* [INPUT DATA]:
--*--
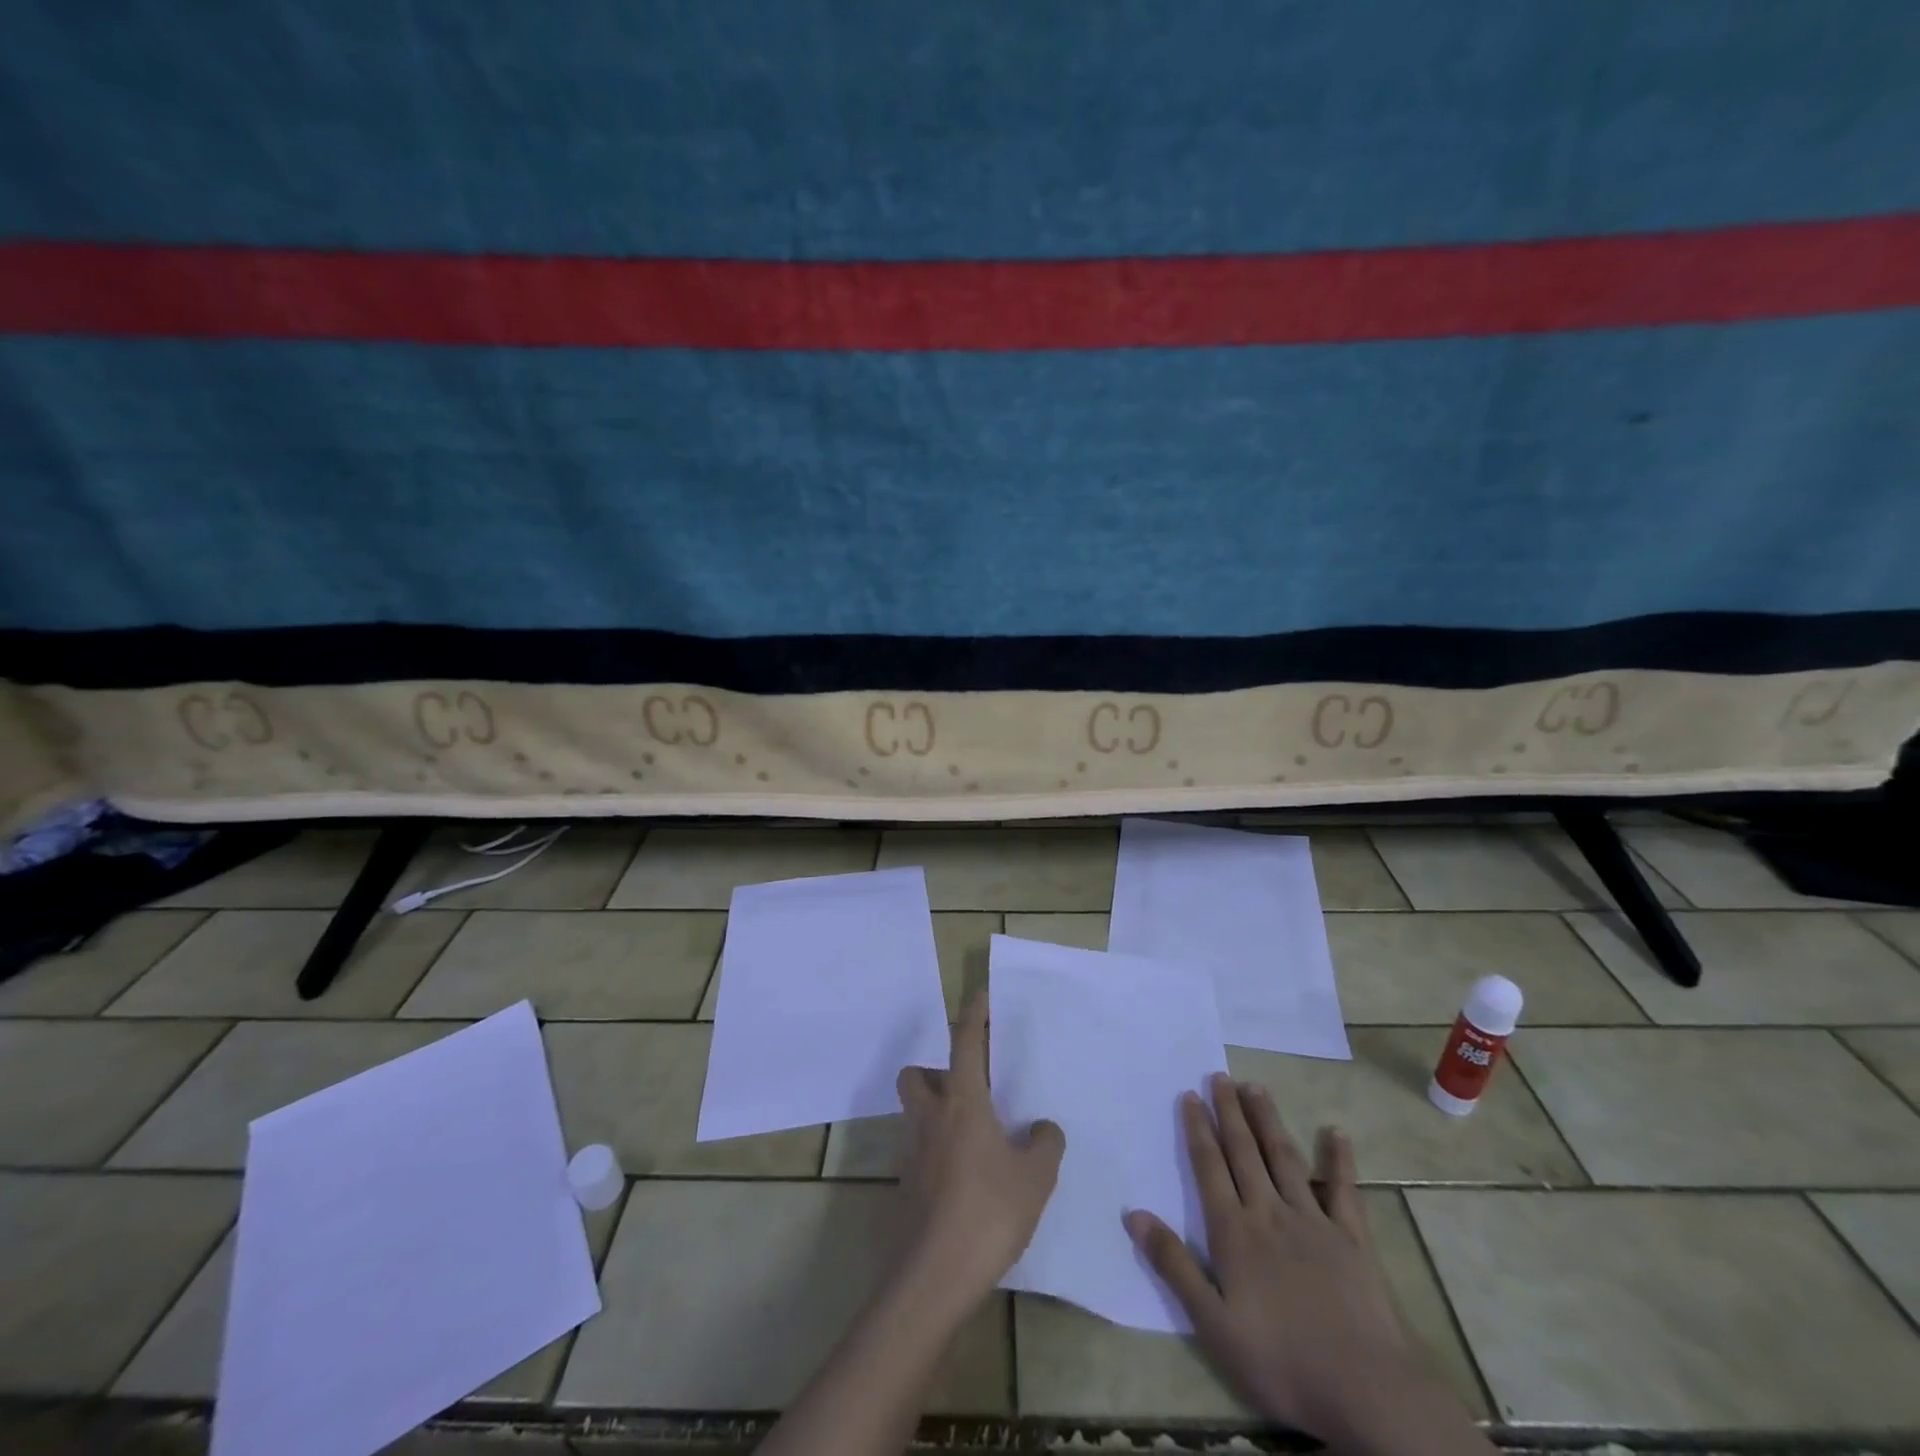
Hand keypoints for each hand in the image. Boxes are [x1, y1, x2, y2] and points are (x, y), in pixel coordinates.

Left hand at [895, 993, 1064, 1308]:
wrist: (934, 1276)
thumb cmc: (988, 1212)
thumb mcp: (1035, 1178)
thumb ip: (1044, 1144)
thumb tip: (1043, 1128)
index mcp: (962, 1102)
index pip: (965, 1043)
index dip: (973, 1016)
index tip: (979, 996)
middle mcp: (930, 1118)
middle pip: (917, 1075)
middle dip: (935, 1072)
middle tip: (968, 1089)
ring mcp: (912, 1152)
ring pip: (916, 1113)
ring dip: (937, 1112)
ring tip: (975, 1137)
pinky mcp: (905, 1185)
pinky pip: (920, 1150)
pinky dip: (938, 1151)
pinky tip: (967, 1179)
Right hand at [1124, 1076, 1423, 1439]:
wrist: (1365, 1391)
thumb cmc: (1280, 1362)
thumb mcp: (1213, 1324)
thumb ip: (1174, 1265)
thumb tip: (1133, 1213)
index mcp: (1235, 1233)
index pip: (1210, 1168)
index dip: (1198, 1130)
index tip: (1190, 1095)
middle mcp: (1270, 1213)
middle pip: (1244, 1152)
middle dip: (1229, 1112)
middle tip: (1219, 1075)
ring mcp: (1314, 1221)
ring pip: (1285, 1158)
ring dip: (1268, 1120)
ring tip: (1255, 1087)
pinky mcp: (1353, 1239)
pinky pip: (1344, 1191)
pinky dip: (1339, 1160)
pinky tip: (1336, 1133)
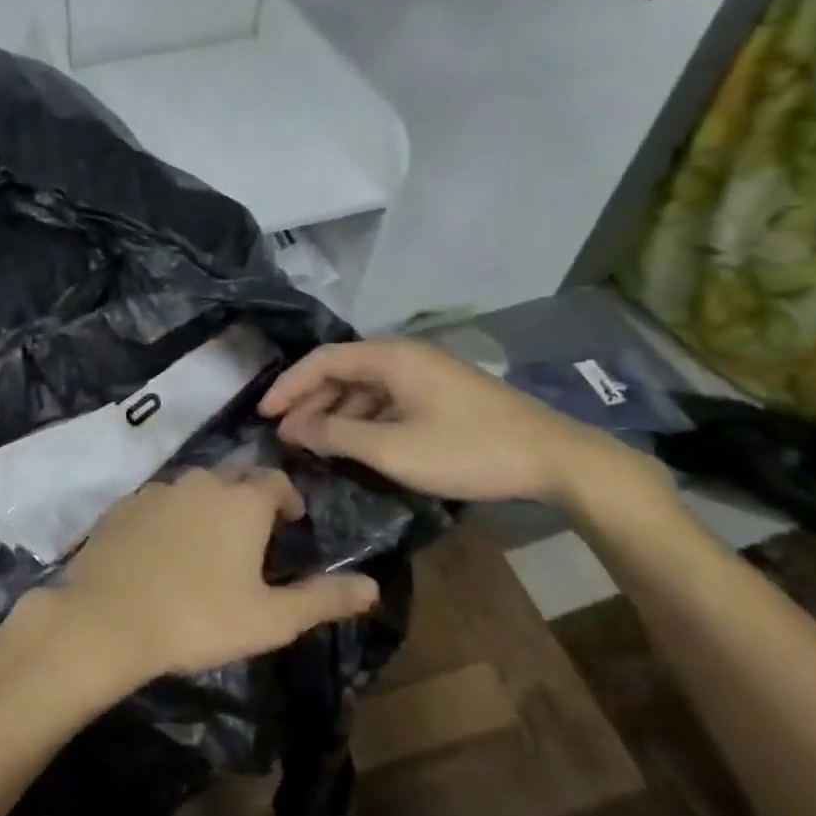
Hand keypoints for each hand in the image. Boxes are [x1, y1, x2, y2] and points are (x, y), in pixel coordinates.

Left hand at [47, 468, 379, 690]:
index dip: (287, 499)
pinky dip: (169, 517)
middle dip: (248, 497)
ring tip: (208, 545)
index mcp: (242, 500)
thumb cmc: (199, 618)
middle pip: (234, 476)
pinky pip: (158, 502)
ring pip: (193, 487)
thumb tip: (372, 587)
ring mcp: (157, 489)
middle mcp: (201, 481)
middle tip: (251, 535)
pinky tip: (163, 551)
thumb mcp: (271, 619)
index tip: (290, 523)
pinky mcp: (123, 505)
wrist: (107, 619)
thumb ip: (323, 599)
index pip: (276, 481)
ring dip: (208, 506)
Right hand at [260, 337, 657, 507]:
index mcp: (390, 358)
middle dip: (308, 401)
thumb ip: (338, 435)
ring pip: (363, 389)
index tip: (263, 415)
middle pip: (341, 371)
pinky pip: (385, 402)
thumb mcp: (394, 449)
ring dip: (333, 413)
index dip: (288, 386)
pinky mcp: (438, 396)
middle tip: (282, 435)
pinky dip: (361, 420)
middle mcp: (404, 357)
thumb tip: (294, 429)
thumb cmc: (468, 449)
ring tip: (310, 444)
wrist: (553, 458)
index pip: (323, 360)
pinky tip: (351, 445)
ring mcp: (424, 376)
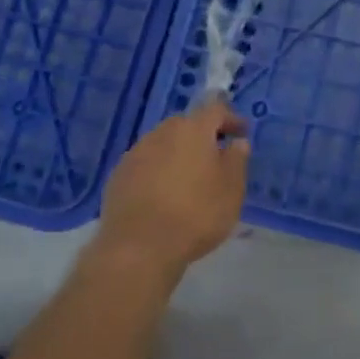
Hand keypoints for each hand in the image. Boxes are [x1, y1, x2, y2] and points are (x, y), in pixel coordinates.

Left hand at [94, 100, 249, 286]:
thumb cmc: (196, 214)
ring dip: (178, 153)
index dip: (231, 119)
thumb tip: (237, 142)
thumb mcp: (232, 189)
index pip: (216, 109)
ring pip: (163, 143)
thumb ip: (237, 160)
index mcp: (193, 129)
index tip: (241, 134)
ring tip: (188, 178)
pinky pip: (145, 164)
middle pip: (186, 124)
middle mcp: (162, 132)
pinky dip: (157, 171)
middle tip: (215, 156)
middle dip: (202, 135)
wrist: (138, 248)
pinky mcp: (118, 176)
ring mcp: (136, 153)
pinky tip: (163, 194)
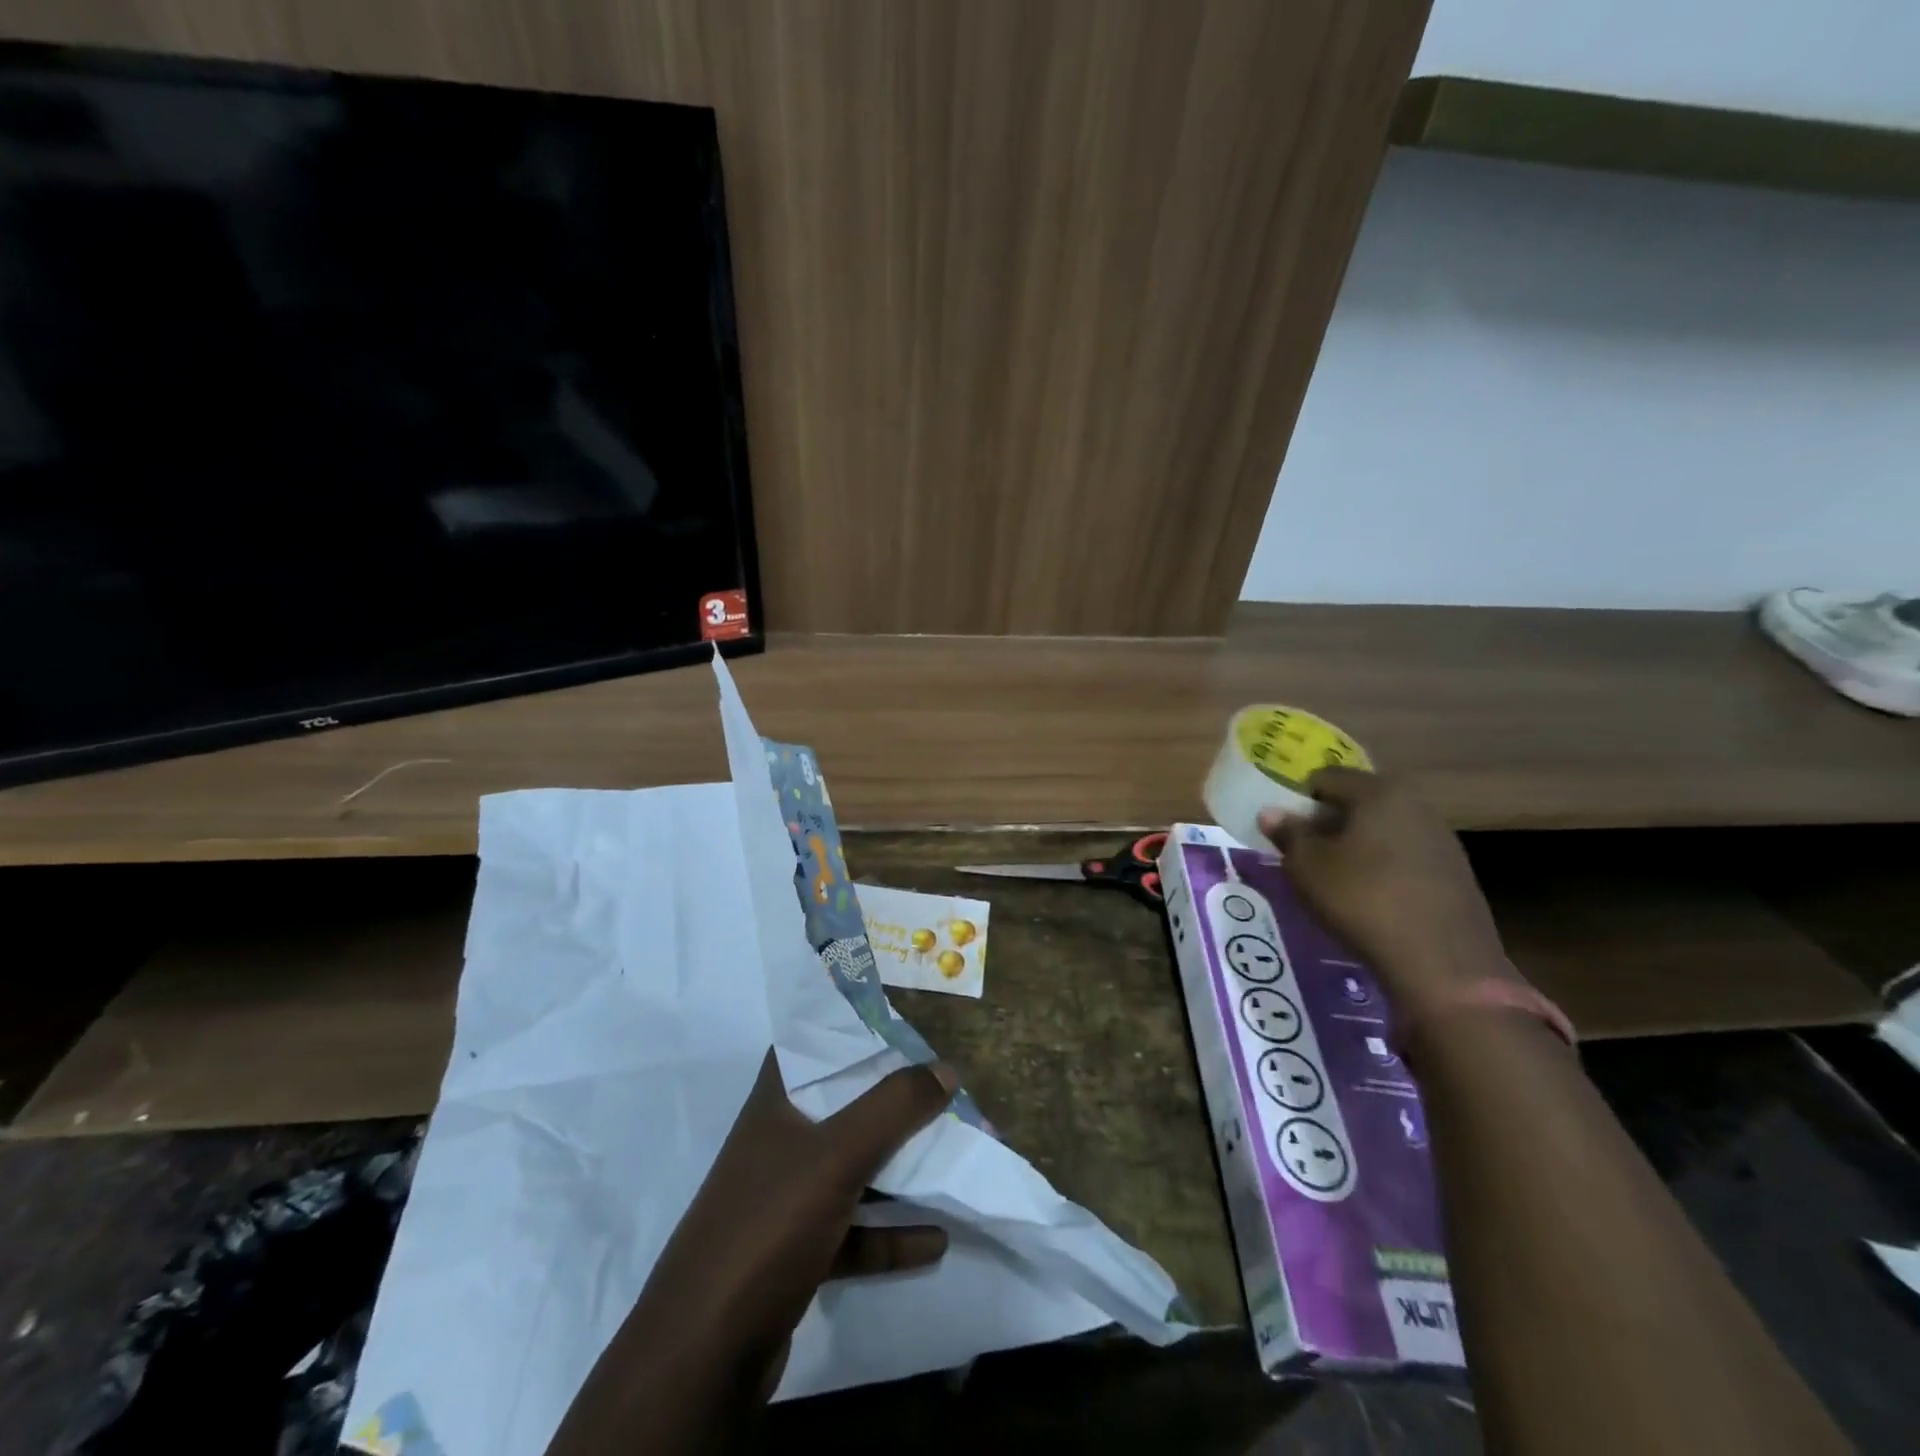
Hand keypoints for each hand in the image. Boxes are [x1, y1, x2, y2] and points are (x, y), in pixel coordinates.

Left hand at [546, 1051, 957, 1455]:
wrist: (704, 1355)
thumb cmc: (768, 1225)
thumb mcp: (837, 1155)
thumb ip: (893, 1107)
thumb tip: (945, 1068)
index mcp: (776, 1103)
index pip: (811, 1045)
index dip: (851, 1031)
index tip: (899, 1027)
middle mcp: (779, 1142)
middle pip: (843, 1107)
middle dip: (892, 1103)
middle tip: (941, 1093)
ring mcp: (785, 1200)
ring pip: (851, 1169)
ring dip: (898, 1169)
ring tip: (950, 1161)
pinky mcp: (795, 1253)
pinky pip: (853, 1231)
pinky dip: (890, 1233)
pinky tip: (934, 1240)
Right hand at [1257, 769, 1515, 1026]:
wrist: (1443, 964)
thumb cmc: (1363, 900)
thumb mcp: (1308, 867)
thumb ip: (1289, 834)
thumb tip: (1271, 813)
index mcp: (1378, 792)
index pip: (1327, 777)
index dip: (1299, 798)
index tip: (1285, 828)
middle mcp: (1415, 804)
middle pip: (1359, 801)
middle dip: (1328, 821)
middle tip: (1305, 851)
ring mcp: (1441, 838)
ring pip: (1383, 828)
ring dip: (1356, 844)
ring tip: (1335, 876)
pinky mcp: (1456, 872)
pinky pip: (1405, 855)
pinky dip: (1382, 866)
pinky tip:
--*--
* [WHAT YOU HAVE TO DO]:
All records should be output exactly, with the pictures left out.

* [FINAL ANSWER]:
Hand keypoints for each hand in the image. Boxes are [x1, y1, x2, y2] and points are (x, y), in pixel coordinates.

Left hand at [895, 993, 1064, 1308]:
wrist: (934, 1276)
thumb cmc: (988, 1212)
thumb mcp: (1035, 1178)
thumb ip: (1044, 1144)
thumb tip: (1043, 1128)
index mcp: (962, 1102)
index pip: (965, 1043)
index dip: (973, 1016)
index tip: (979, 996)
middle mcp: (930, 1118)
middle pip: (917, 1075)
middle dip: (935, 1072)
middle tip: (968, 1089)
ring mcp: (912, 1152)
ring pip: (916, 1113)
ring dip: (937, 1112)
ring tip: (975, 1137)
pinky mcp: (905, 1185)
pinky pip: (920, 1150)
pinky dip: (938, 1151)
pinky tip: (967, 1179)
Right hand at [1124, 1076, 1423, 1439]:
wrist: (1365, 1391)
thumb cmc: (1280, 1362)
thumb mcp: (1213, 1324)
thumb ip: (1174, 1265)
thumb tip: (1133, 1213)
index mcp: (1235, 1233)
index pip: (1210, 1168)
index dip: (1198, 1130)
index tip: (1190, 1095)
middle mcp: (1270, 1213)
middle pip: (1244, 1152)
middle dip: (1229, 1112)
middle tip: (1219, 1075)
ring mcp: (1314, 1221)
ring pip: (1285, 1158)
ring dip: (1268, 1120)
ring tip: (1255, 1087)
pinky mcp: (1353, 1239)
pinky pip: (1344, 1191)
pinky dip: (1339, 1160)
pinky tip: (1336, 1133)
Hand keypoints for each hand in the image. Boxes are [x1, y1, x2, y2] and points are (x, y), in pixel coordinates.

Left hand at [47, 468, 379, 690]:
index dip: (287, 499)
pinky dip: (169, 517)
middle dip: (248, 497)
ring tip: (208, 545)
index mcp: (242, 500)
thumb cmc: (199, 618)
middle pip: (234, 476)
pinky pip: (158, 502)
ring pip: (193, 487)
thumb tip: (372, 587)
ring mcp: (157, 489)
middle mcp: (201, 481)
middle tip: (251, 535)
pinky tip: (163, 551)
thumb mcp: (271, 619)
index tip: (290, 523)
pinky mcp: (123, 505)
wrist: (107, 619)
thumb ip: (323, 599)
index pip: (276, 481)
ring dip: (208, 506)
Right hand at [260, 337, 657, 507]:
index mcp: (390, 358)
middle dip: (308, 401)
thumb ip: (338, 435)
ring pip: (363, 389)
index tip: (263, 415)
middle pip: (341, 371)
pinky pip: (385, 402)
thumb mcp: (394, 449)
ring dip: (333, 413)
index dip: (288, 386)
pinky mcp: (438, 396)
middle tip: (282, 435)
pinky dip: (361, 420)
middle mcp: (404, 357)
thumb tip: (294, 429)
thumb cmc: (468, 449)
ring tip: (310, 444)
wrist: (553, 458)
index pip: (323, 360)
pinky tip: (351, 445)
ring mcp: (424, 376)
Hand keypoints for each hand in the image. Boxes are [x1, y1, x2, y2] and points are (x, y), in pixel coordinates.

Left hand at [94, 100, 249, 286]:
thumb cmc: (196, 214)
ring dip: (178, 153)
index dip: (231, 119)
thumb tip: (237, 142)
thumb mcp: (232, 189)
index pip: (216, 109)
ring pip: (163, 143)
thumb ip: (237, 160)
index mcp: (193, 129)
index tip: (241, 134)
ring tip: (188, 178)
pinky pip: (145, 164)
middle pip: (186, 124)
middle mcp: (162, 132)
pinky dip: (157, 171)
middle tip: (215, 156)
middle dip: (202, 135)
wrist: (138, 248)
pinky mcp: (118, 176)
ring mcp: (136, 153)
pinky tip: (163, 194)
Hand keypoints for each hand in the image. Boxes are [x1, y1, x2, y2] and points are (x, y), in pixel coordinates.

Left hand at [546, 1051, 957, 1455]:
wrist: (704, 1355)
thumb cmc: (768, 1225)
thumb mcp: (837, 1155)
thumb ip: (893, 1107)
thumb tip: (945, 1068)
index mcp: (776, 1103)
index pip: (811, 1045)
index dip: (851, 1031)
index tip: (899, 1027)
middle mcp: (779, 1142)
middle pip: (843, 1107)
middle dip: (892, 1103)
middle tip: (941, 1093)
ring mcp: (785, 1200)
ring pip: (851, 1169)
ring dip: (898, 1169)
ring tip: (950, 1161)
pinky mcp: (795, 1253)
pinky pip: (853, 1231)
pinky dip: (890, 1233)
pinky tip: (934, 1240)
Right hand at [1257, 769, 1515, 1026]:
wrist: (1443, 964)
thumb cmc: (1363, 900)
thumb mcp: (1308, 867)
thumb ip: (1289, 834)
thumb tip: (1271, 813)
index mcp: (1378, 792)
index pip: (1327, 777)
index dip: (1299, 798)
index tip: (1285, 828)
middle mcp: (1415, 804)
middle pip: (1359, 801)
middle dip: (1328, 821)
middle tip: (1305, 851)
ring mcp: (1441, 838)
ring pip: (1383, 828)
ring dip: (1356, 844)
ring tip: (1335, 876)
pinky mcp: (1456, 872)
pinky pip: (1405, 855)
pinky dip: (1382, 866)
pinky tip:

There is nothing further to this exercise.